Having come to know several RRT members, I cannot help but feel sad both for those RRT members who were nonrenewed--just as I would feel sad for any person who loses his or her job--and for those RRT and IRT members who will stay on in a climate increasingly afflicted with pressure to reach particular decisions, stress, and waning morale. But with all respect to the members of the RRT and the IRT, my principal concern is not for them. It is for the thousands of refugee claimants, present and future, who depend on the RRT and IRT for fair and independent evaluation of their cases.
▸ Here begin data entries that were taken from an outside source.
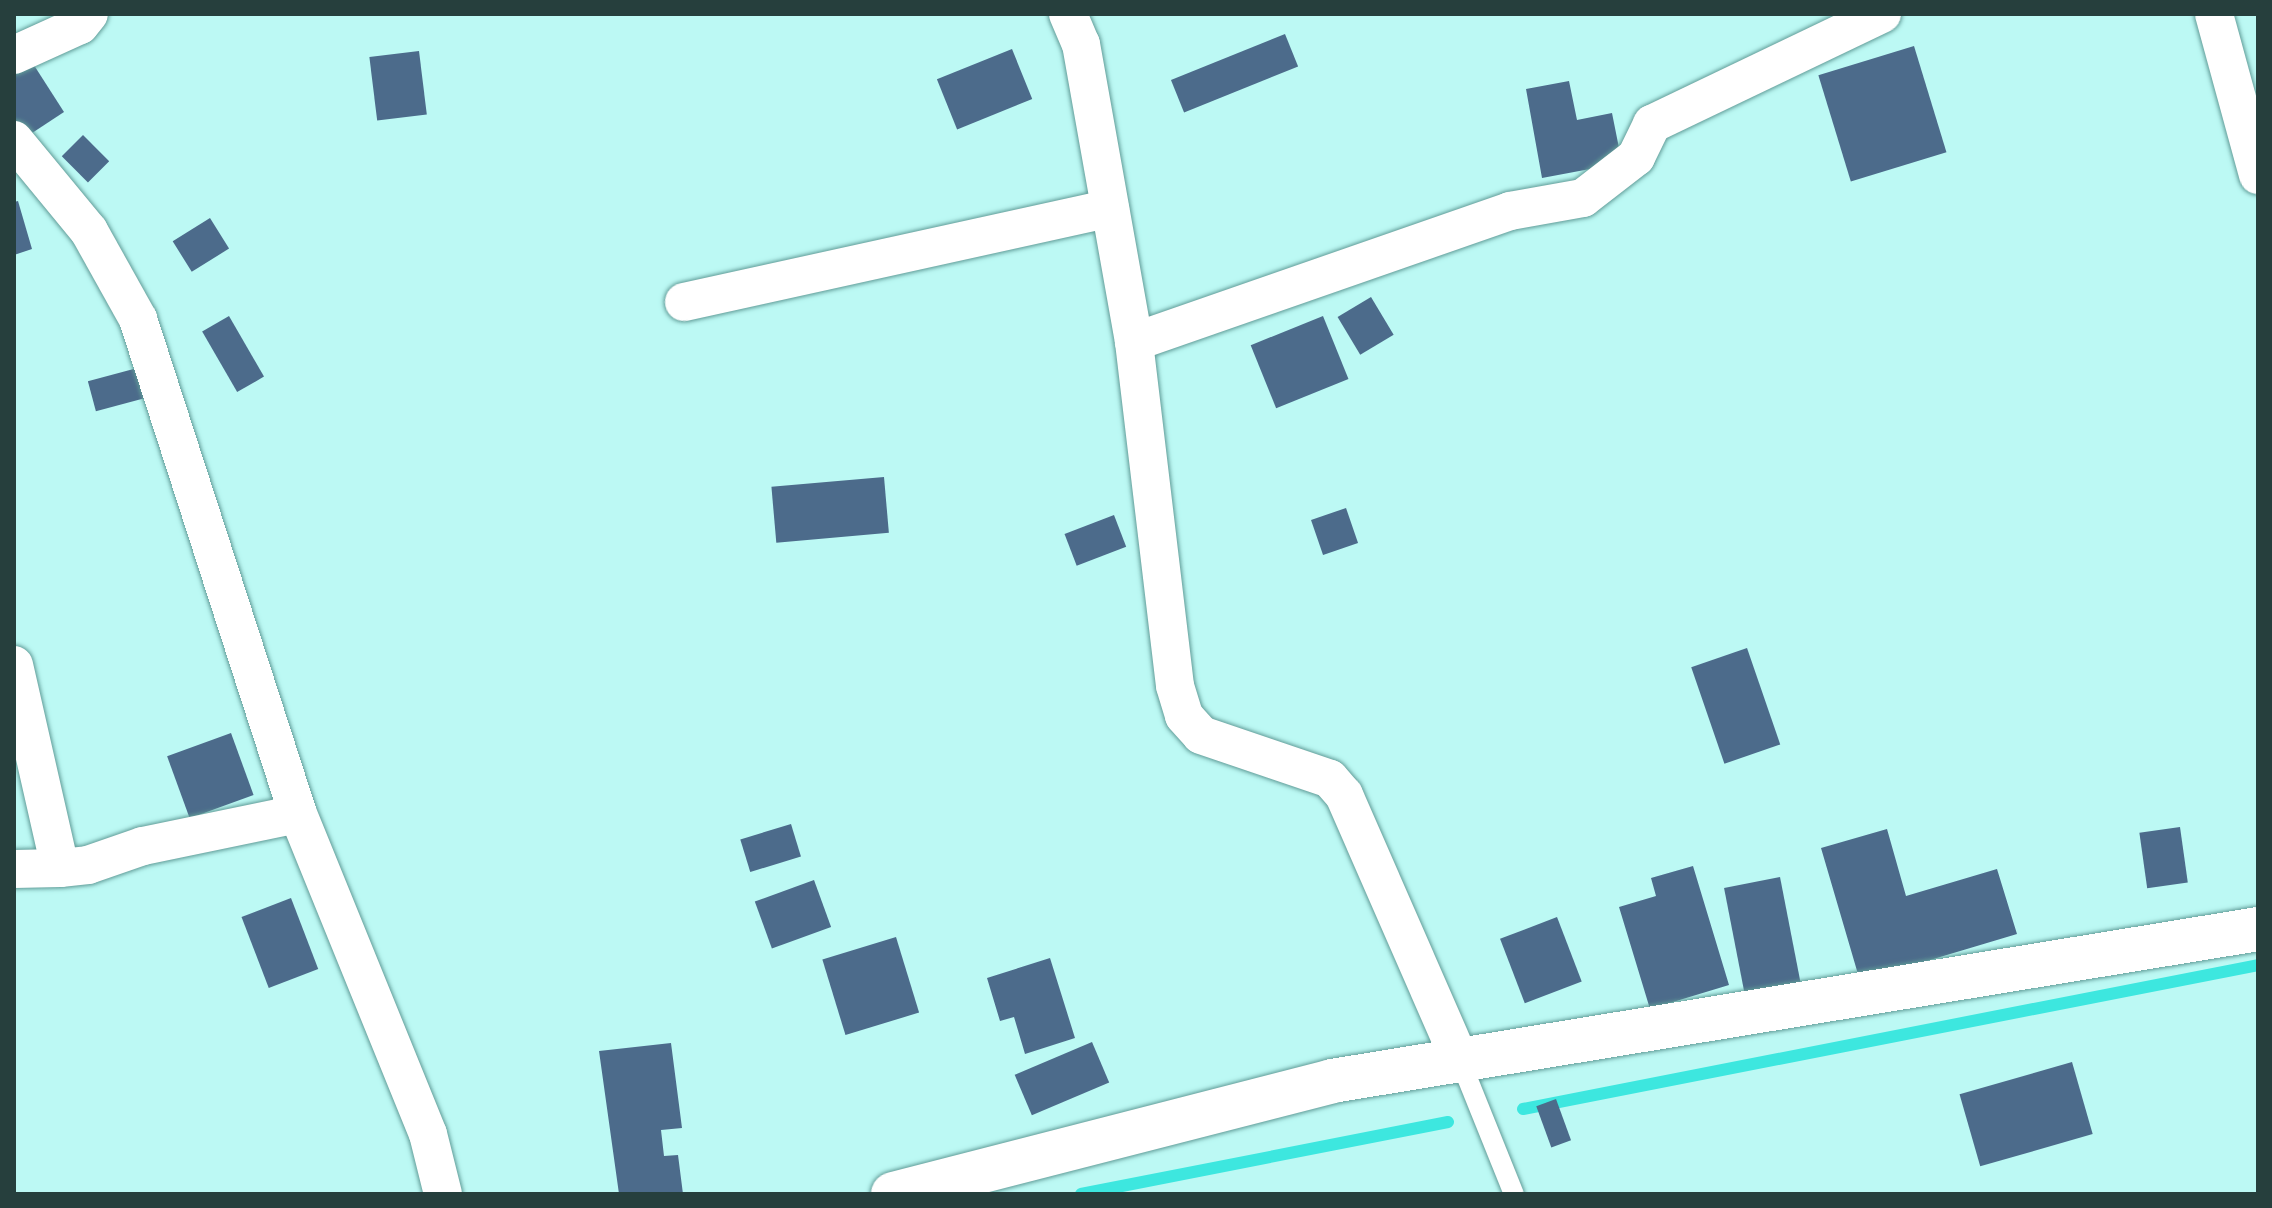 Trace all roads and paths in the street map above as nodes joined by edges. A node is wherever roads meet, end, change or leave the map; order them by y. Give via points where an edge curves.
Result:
1 (89, 14) edge
2 (1068, 14) edge
3 (1882, 14) edge
4 (2214, 14) edge
5 (14, 55) edge
6 (14, 140) edge
7 (2258, 175) edge
8 (1110, 208) junction
9 (684, 302) dead end
10 (1134, 342) junction
11 (14, 665) edge
12 (298, 814) junction
13 (60, 868) junction
14 (14, 869) edge
15 (2258, 929) edge
16 (1460, 1060) junction
17 (443, 1194) edge
18 (893, 1194) edge
19 (1514, 1194) edge

1 - 5 street via 80,25
2 - 8 street via 1081,44
3 - 10 street via 1652,124 1636,157 1583,198 1510,211
4 - 7 street
6 - 12 street via 89,231 138,319
8 - 9 street
8 - 10 street
10 - 16 street via 1175,686 1184,716 1201,735 1330,779 1344,795
11 - 13 street
12 - 13 street
12 - 17 street via 428,1134
13 - 14 street
15 - 16 main road
16 - 18 main road via 1332,1081
16 - 19 lane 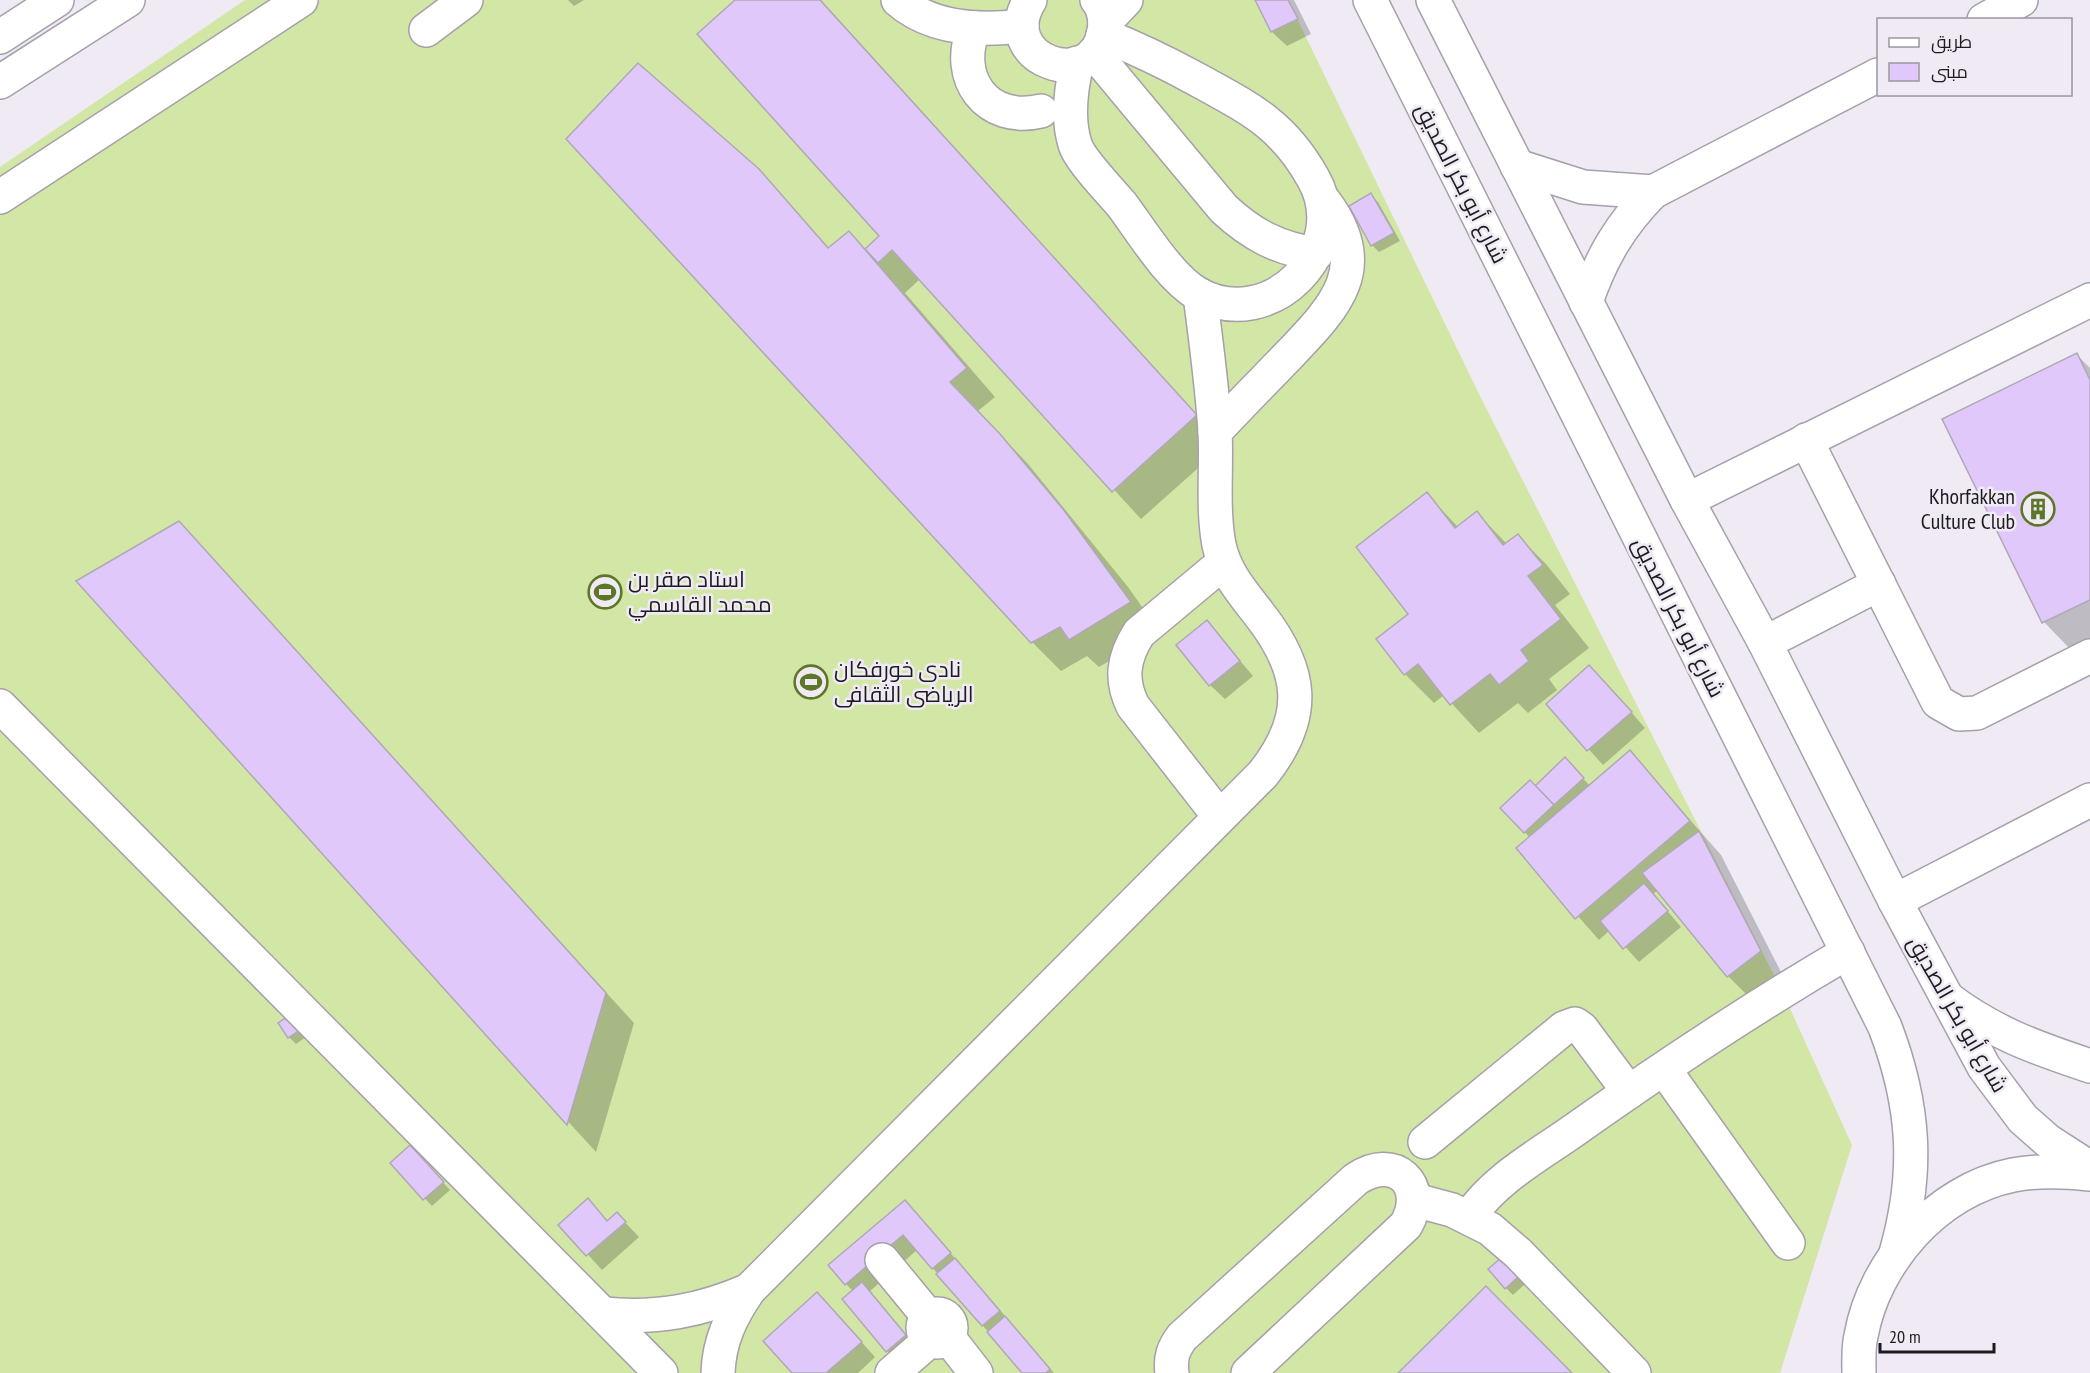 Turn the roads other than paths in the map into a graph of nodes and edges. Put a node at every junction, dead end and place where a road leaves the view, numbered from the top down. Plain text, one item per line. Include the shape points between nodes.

Among us we might have different views about precisely which ingredients are essential to fair procedure. But I suspect we all agree that above everything else, one feature is indispensable--an unbiased adjudicator. If it is justice that one desires, and not politics, the adjudicator must base the factual findings solely on the evidence and the legal conclusions solely on his or her honest and well-considered interpretations of the applicable laws, not on the basis of the adjudicator's personal interest. In all candor, I do not see how that is even remotely possible when every adjudicator is made to feel "if I rule in favor of the applicant, I could lose my job." From my own conversations with several RRT members, there is no doubt whatever that, rightly or wrongly, they perceive precisely that kind of pressure.

To be sure, there are countries in which the situation is worse. In Colombia, the drug cartel makes it known that federal judges risk their lives by ruling unfavorably to the defendants. In Australia, the Minister of Immigration is not threatening the lives of RRT or IRT members; he is threatening only their livelihoods. But the difference is just one of degree. The principle is the same: The adjudicator's own personal interests cannot be made to hinge on his or her decision. If it is otherwise, can anyone seriously maintain that a fair hearing is possible? Would any readers of this article want their cases to be decided by people who had been told in no uncertain terms that they could lose their jobs by ruling in your favor?

In an attempt to justify this sequence of explicit warnings followed by mass nonrenewals, it is sometimes discreetly whispered that some of the RRT members had been appointed solely because of their political or personal connections in the first place. Thus, the argument seems to run, the Minister is merely replacing poorly qualified individuals with those who have better credentials.

I have no idea to what extent the premise is true. But even if one assumes a high correlation between those individuals whose initial qualifications were seen as unimpressive and those who were actually nonrenewed--a premise that no one has even asserted, much less demonstrated--it does not improve the quality of the decisionmaking to pressure RRT or IRT members to reach decisions favorable to the Department.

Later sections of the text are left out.